Toronto  /  Essays  /  Prompt 2

Toronto: Rotman Commerce: written response

Typed, timed (about 20 minutes per written question); a representative prompt, drawn from a question bank

Describe a time you took initiative or showed leadership, and what the experience taught you about working with others.
What it’s really asking

Rotman Commerce includes two timed written responses plus a recorded video question, with prompts pulled from a question bank, so you will not know the exact wording in advance. This representative prompt asks you to show initiative or leadership through a real situation and reflect on what it taught you. Expect roughly 20 minutes to answer.

Why they ask it

Rotman is a business program inside a large university, and it is selective. The committee wants evidence that you can lead, work with people, and reflect maturely, the soft skills that grades do not capture. Because the prompt is random, they are also testing whether you can structure a clear answer fast.

Three ways in
Pick a real outcome

Choose one situation with a concrete result you can describe in numbers or specifics, not a vague group project.

Show your own actions

Make clear what you decided and did, rather than what 'the team' did collectively.

Be honest and reflective

Name what was hard and what you learned, including any mistake, since reflection is what they are grading.

✕  Weak opening

“I am a natural-born leader who has always been passionate about business and helping others succeed.”

✓  Strong opening

“Our school fundraiser had raised forty dollars in two weeks, and as treasurer I had to decide whether to admit it was failing or change the plan.”

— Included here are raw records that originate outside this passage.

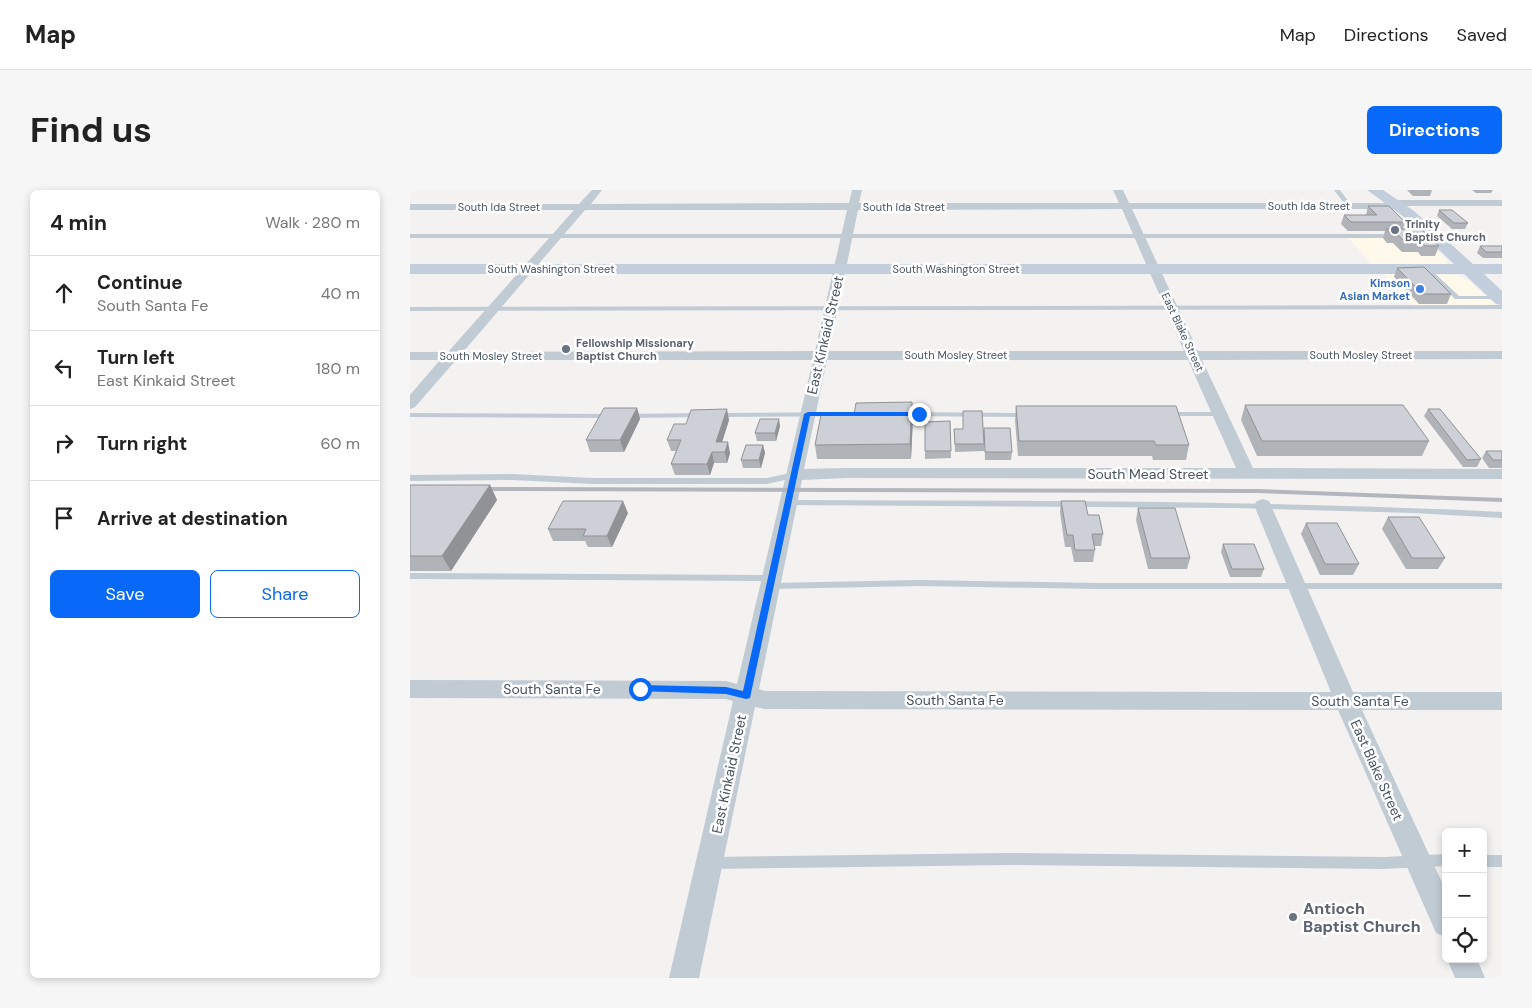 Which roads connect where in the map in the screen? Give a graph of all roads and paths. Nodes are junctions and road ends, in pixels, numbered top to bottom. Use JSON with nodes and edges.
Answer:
{"nodes":[{"id":1,"x":597,"y":190,"type":"edge"},
{"id":2,"x":857,"y":190,"type":"edge"},
{"id":3,"x":1118,"y":190,"type":"edge"},
{"id":4,"x":1337,"y":190,"type":"edge"},
{"id":5,"x":1374,"y":190,"type":"edge"},
{"id":6,"x":1502,"y":203,"type":"edge"},
{"id":7,"x":1396,"y":205,"type":"junction"},
{"id":8,"x":1125,"y":206,"type":"junction"},
{"id":9,"x":1349,"y":206,"type":"junction"},
{"id":10,"x":410,"y":207,"type":"edge"},
{"id":11,"x":582,"y":207,"type":"junction"},
{"id":12,"x":854,"y":207,"type":"junction"},
{"id":13,"x":557,"y":235,"type":"junction"},
{"id":14,"x":1138,"y":235,"type":"junction"},
{"id":15,"x":410,"y":236,"type":"edge"},
{"id":16,"x":847,"y":236,"type":"junction"},
{"id":17,"x":1402,"y":236,"type":"edge"},
{"id":18,"x":410,"y":269,"type":"edge"},
{"id":19,"x":528,"y":269,"type":"junction"},
{"id":20,"x":840,"y":269,"type":"junction"},
{"id":21,"x":1153,"y":269,"type":"junction"},
{"id":22,"x":1427,"y":269,"type":"junction"},
{"id":23,"x":1470,"y":269,"type":"junction"},
{"id":24,"x":1502,"y":270,"type":"edge"},
{"id":25,"x":1501,"y":302,"type":"edge"},
{"id":26,"x":1171,"y":307,"type":"junction"},
{"id":27,"x":831,"y":308,"type":"junction"},
{"id":28,"x":410,"y":309,"type":"edge"},
{"id":29,"x":493,"y":309,"type":"junction"},
{"id":30,"x":820,"y":355,"type":"junction"},
{"id":31,"x":1194,"y":355,"type":"junction"},
{"id":32,"x":1502,"y":355,"type":"edge"},
{"id":33,"x":410,"y":356,"type":"edge"},
{"id":34,"x":452,"y":356,"type":"junction"},
{"id":35,"x":410,"y":404,"type":"edge"},
{"id":36,"x":808,"y":414,"type":"junction"},
{"id":37,"x":872,"y":414,"type":"edge"},
{"id":38,"x":891,"y":414,"type":"edge"},
{"id":39,"x":1042,"y":414,"type":"edge"},
{"id":40,"x":1160,"y":414,"type":"edge"},
{"id":41,"x":1220,"y":414,"type":"junction"},
{"id":42,"x":410,"y":415,"type":"edge"},
{"id":43,"x":1247,"y":474,"type":"junction"},
{"id":44,"x":1502,"y":474,"type":"edge"},
{"id":45,"x":795,"y":475,"type":"junction"},
{"id":46,"x":410,"y":478,"type":"edge"},
{"id":47,"x":788,"y":503,"type":"junction"},
{"id":48,"x":1263,"y":505,"type":"junction"},
{"id":49,"x":1502,"y":515,"type":"edge"},
{"id":50,"x":410,"y":576,"type":"edge"},
{"id":51,"x":771,"y":582,"type":"junction"},
{"id":52,"x":1297,"y":584,"type":"junction"},
{"id":53,"x":1502,"y":586,"type":"edge"},
{"id":54,"x":410,"y":689,"type":"edge"},
{"id":55,"x":746,"y":695,"type":"junction"},
{"id":56,"x":1346,"y":701,"type":"junction"},
{"id":57,"x":1502,"y":701,"type":"edge"},
{"id":58,"x":1418,"y":860,"type":"junction"},
{"id":59,"x":1442,"y":860,"type":"edge"},
{"id":60,"x":1487,"y":861,"type":"edge"},
{"id":61,"x":1502,"y":861,"type":"edge"},
{"id":62,"x":710,"y":863,"type":"junction"},
{"id":63,"x":1444,"y":918,"type":"edge"},
{"id":64,"x":1464,"y":963,"type":"edge"},
{"id":65,"x":684,"y":978,"type":"edge"},
{"id":66,"x":1470,"y":978,"type":"edge"}],
"edges":[{"from":1,"to":11,"type":"street"},
{"from":2,"to":12,"type":"street","name":"East Kinkaid Street"},
{"from":3,"to":8,"type":"street","name":"East Blake Street"},
{"from":4,"to":9,"type":"lane"},
{"from":5,"to":7,"type":"street"},
{"from":6,"to":7,"type":"street","name":"South Ida Street"},
{"from":7,"to":9,"type":"street","name":"South Ida Street"},
{"from":7,"to":23,"type":"street"},
{"from":8,"to":9,"type":"street","name":"South Ida Street"},
{"from":8,"to":12,"type":"street","name":"South Ida Street"},
{"from":8,"to":14,"type":"street","name":"East Blake Street"},
{"from":10,"to":11,"type":"street","name":"South Ida Street"},
{"from":11,"to":12,"type":"street","name":"South Ida Street"},
{"from":11,"to":13,"type":"street"},
{"from":12,"to":16,"type":"street","name":"East Kinkaid Street"},
{"from":13,"to":15,"type":"lane"},
{"from":13,"to":16,"type":"lane"},
{"from":13,"to":19,"type":"street"},
{"from":14,"to":16,"type":"lane"},
{"from":14,"to":17,"type":"lane"},
{"from":14,"to":21,"type":"street","name":"East Blake Street"},
{"from":16,"to":20,"type":"street","name":"East Kinkaid Street"},
{"from":18,"to":19,"type":"street","name":"South Washington Street"},
{"from":19,"to":20,"type":"street","name":"South Washington Street"},
{"from":19,"to":29,"type":"street"},
{"from":20,"to":21,"type":"street","name":"South Washington Street"},
{"from":20,"to":27,"type":"street","name":"East Kinkaid Street"},
{"from":21,"to":22,"type":"street","name":"South Washington Street"},
{"from":21,"to":26,"type":"street","name":"East Blake Street"},
{"from":22,"to":23,"type":"street","name":"South Washington Street"},
{"from":22,"to":25,"type":"lane"},
{"from":23,"to":24,"type":"street","name":"South Washington Street"},
{"from":23,"to":25,"type":"street"},
{"from":25,"to":26,"type":"lane"},
{"from":26,"to":27,"type":"lane"},
{"from":26,"to":31,"type":"street","name":"East Blake Street"},
{"from":27,"to":29,"type":"lane"},
{"from":27,"to":30,"type":"street","name":"East Kinkaid Street"},
{"from":28,"to":29,"type":"lane"},
{"from":29,"to":34,"type":"street"},
{"from":30,"to":31,"type":"street","name":"South Mosley Street"},
{"from":30,"to":34,"type":"street","name":"South Mosley Street"},
{"from":30,"to":36,"type":"street","name":"East Kinkaid Street"},
{"from":31,"to":32,"type":"street","name":"South Mosley Street"},
{"from":31,"to":41,"type":"street","name":"East Blake Street"},
{"from":33,"to":34,"type":"street","name":"South Mosley Street"},
{"from":34,"to":35,"type":"street"},
{"from":36,"to":37,"type":"lane"},
{"from":36,"to":42,"type":"lane"},
{"from":36,"to":45,"type":"street","name":"East Kinkaid Street"},
{"from":38,"to":39,"type":"lane"},
{"from":40,"to":41,"type":"lane"},
{"from":41,"to":43,"type":"street","name":"East Blake Street"},
{"from":43,"to":44,"type":"street","name":"South Mead Street"},
{"from":43,"to":45,"type":"street","name":"South Mead Street"},
{"from":45,"to":46,"type":"lane"},
{"from":45,"to":47,"type":"street","name":"East Kinkaid Street"},
{"from":47,"to":48,"type":"lane"},
{"from":47,"to":51,"type":"street","name":"East Kinkaid Street"},
{"from":48,"to":49,"type":"lane"},
{"from":48,"to":52,"type":"street","name":"East Blake Street"},
{"from":50,"to":51,"type":"lane"},
{"from":51,"to":52,"type":"lane"},
{"from":51,"to":55,"type":"street","name":"East Kinkaid Street"},
{"from":52,"to":53,"type":"lane"},
{"from":52,"to":56,"type":"street","name":"East Blake Street"},
{"from":54,"to":55,"type":"street","name":"South Santa Fe"},
{"from":55,"to":56,"type":"street","name":"South Santa Fe"},
{"from":55,"to":62,"type":"street","name":"East Kinkaid Street"},
{"from":56,"to":57,"type":"street","name":"South Santa Fe"},
{"from":56,"to":58,"type":"street","name":"East Blake Street"},
{"from":58,"to":59,"type":"lane"},
{"from":58,"to":62,"type":"lane"},
{"from":58,"to":63,"type":"street","name":"East Blake Street"},
{"from":60,"to":61,"type":"lane"},
{"from":62,"to":65,"type":"street","name":"East Kinkaid Street"},
{"from":64,"to":66,"type":"street"}]}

✦ Annotated example · The schedule nobody wanted to make. Written by EssayLens to teach, not a real applicant’s essay. Tap a highlighted line →
Our robotics team had eleven members and one shared problem: nobody knew when anyone would show up. Practices collapsed because the programmers waited on a robot the builders had taken home, and two weeks before our regional competition we had logged maybe four usable hours of testing.1I was not the captain. I was the person who got quietly frustrated enough to do something about it. I made a shared calendar, asked each member to block the hours they could actually commit to, and color coded who needed to be present for which task.2The first version failed. People ignored the calendar, and one builder told me flatly that he resented being managed by a teammate. That stung, and my instinct was to defend myself. Instead I asked him what would actually make it work for him.3His answer reshaped the whole thing. He did not want a schedule imposed on him, he wanted to know that his time would not be wasted sitting around. So we changed the rule: nobody was asked to come unless their specific task was unblocked. Attendance was now a promise the team made to each person, not a demand made of them.4In the final ten days we logged nineteen hours of testing and qualified for provincials. I am proud of that, but the number I remember is one: the single conversation I almost avoided.5What I learned is that leadership without a title depends entirely on consent. You cannot order peers, you can only make it obvious that following the plan serves them too. The hardest part of working with others is not organizing them, it is being willing to hear that your good idea is annoying, and changing it.6
  1. 1Starts with a concrete, slightly messy situation and real numbers. The prompt rewards initiative shown through evidence, not a polished self-portrait, so leading with the dysfunction is the right move.
  2. 2Defines leadership as initiative rather than title, which is mature and more credible than claiming an official role. This directly answers what the prompt is testing.
  3. 3Shows a real setback and a moment of self-control. Admitting the impulse to get defensive, then choosing differently, is exactly the kind of honest reflection the question asks for.
  4. 4Turns a conflict into a concrete process change driven by listening. This demonstrates working with others, the core of the prompt, through action rather than assertion.
  5. 5Quantifies the outcome, then deliberately undercuts it to point at the human lesson. Specific evidence plus a clear takeaway is precisely what Rotman is screening for under time pressure.
  6. 6Closes with a generalizable insight about collaboration that is earned by the story rather than tacked on. The plain, slightly self-critical voice reads as genuine clear thinking, which the school values.
Stuck? Start here
  • When did I change a plan or start something rather than wait to be told?
  • What was the measurable result, and what was my specific role?
  • Where did working with people get hard, and what did I learn?
Before you submit
  • Is this a real situation with a concrete outcome, not a generic 'I am a leader' claim?
  • Did I show my own actions and decisions clearly?
  • Did I reflect on what I learned, including the hard part?